■ Exercise: Read the material below. Count the lines containing "main" and give that count alone.

■ Task inputs:
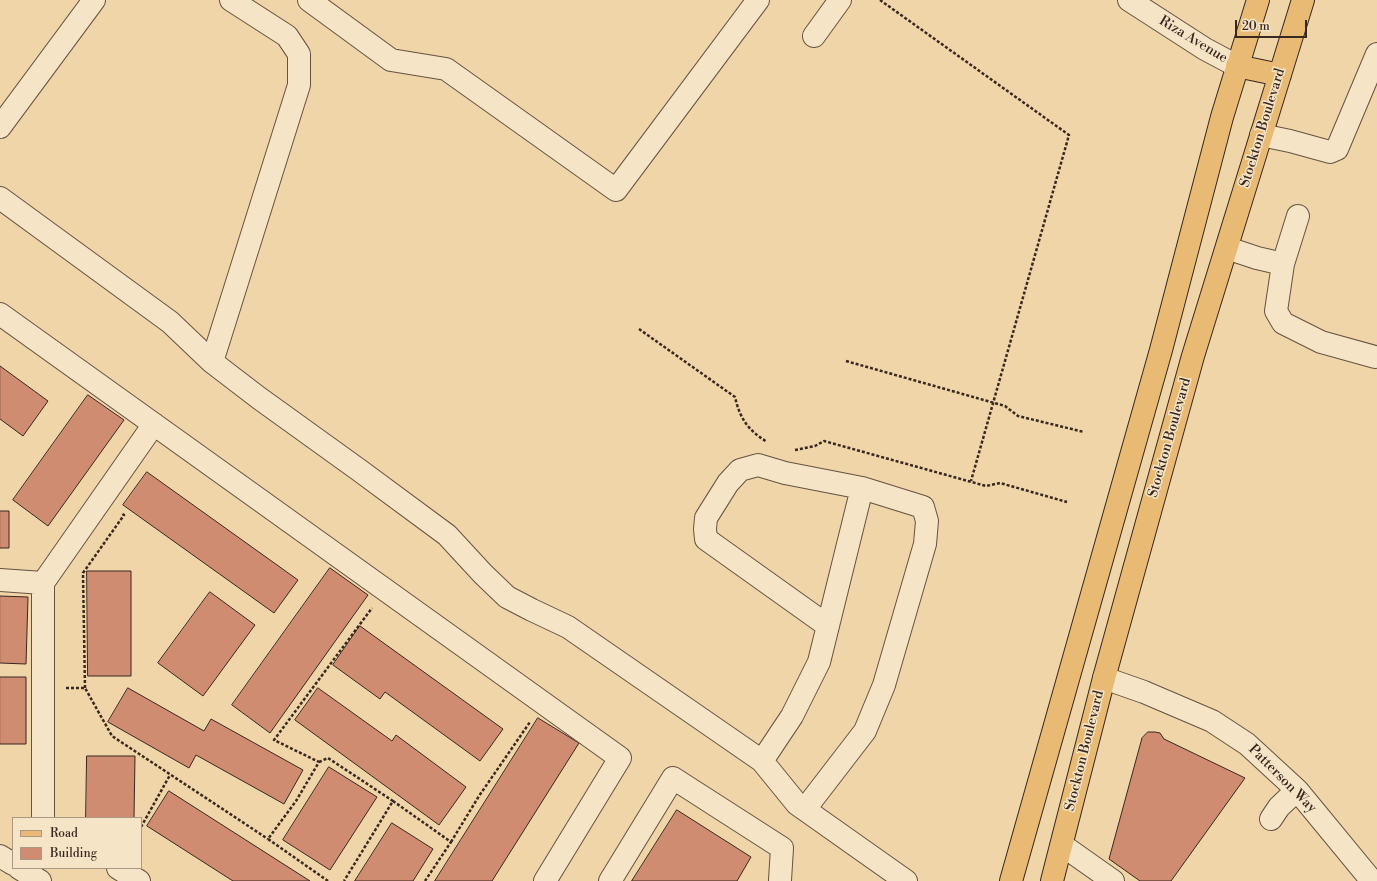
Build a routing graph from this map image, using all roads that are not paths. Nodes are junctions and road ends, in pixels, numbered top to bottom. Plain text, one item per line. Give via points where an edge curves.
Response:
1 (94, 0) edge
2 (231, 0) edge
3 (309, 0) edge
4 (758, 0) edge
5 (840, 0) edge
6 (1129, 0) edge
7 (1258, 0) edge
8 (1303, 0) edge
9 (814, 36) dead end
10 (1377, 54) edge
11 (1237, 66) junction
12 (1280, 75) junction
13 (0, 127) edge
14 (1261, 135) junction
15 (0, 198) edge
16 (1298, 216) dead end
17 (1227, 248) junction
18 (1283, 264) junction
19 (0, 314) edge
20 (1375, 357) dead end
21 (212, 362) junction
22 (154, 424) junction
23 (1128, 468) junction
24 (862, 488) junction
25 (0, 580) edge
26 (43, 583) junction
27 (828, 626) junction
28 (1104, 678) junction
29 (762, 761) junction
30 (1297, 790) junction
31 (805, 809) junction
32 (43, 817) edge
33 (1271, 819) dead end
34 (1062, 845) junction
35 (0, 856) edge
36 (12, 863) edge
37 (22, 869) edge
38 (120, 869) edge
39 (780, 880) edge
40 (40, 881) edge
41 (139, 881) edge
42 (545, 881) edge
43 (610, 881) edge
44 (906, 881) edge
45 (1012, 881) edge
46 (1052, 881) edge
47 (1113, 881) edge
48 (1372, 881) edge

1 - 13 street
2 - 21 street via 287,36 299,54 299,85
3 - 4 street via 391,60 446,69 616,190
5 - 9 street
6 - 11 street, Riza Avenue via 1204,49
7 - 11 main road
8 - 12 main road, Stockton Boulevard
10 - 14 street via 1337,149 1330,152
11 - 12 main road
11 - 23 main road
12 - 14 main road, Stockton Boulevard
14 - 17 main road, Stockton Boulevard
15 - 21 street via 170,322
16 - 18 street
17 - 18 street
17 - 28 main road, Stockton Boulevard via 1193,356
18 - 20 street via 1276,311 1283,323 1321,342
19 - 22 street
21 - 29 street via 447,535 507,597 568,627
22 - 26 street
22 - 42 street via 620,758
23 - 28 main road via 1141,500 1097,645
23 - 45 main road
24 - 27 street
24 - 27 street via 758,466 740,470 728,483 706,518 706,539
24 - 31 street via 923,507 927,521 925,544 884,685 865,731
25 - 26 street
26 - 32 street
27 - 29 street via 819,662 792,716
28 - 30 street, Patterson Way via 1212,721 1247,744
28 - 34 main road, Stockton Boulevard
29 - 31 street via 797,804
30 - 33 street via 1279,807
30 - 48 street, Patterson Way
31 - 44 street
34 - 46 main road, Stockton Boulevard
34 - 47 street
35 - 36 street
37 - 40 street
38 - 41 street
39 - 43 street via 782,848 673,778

■ Task output: 11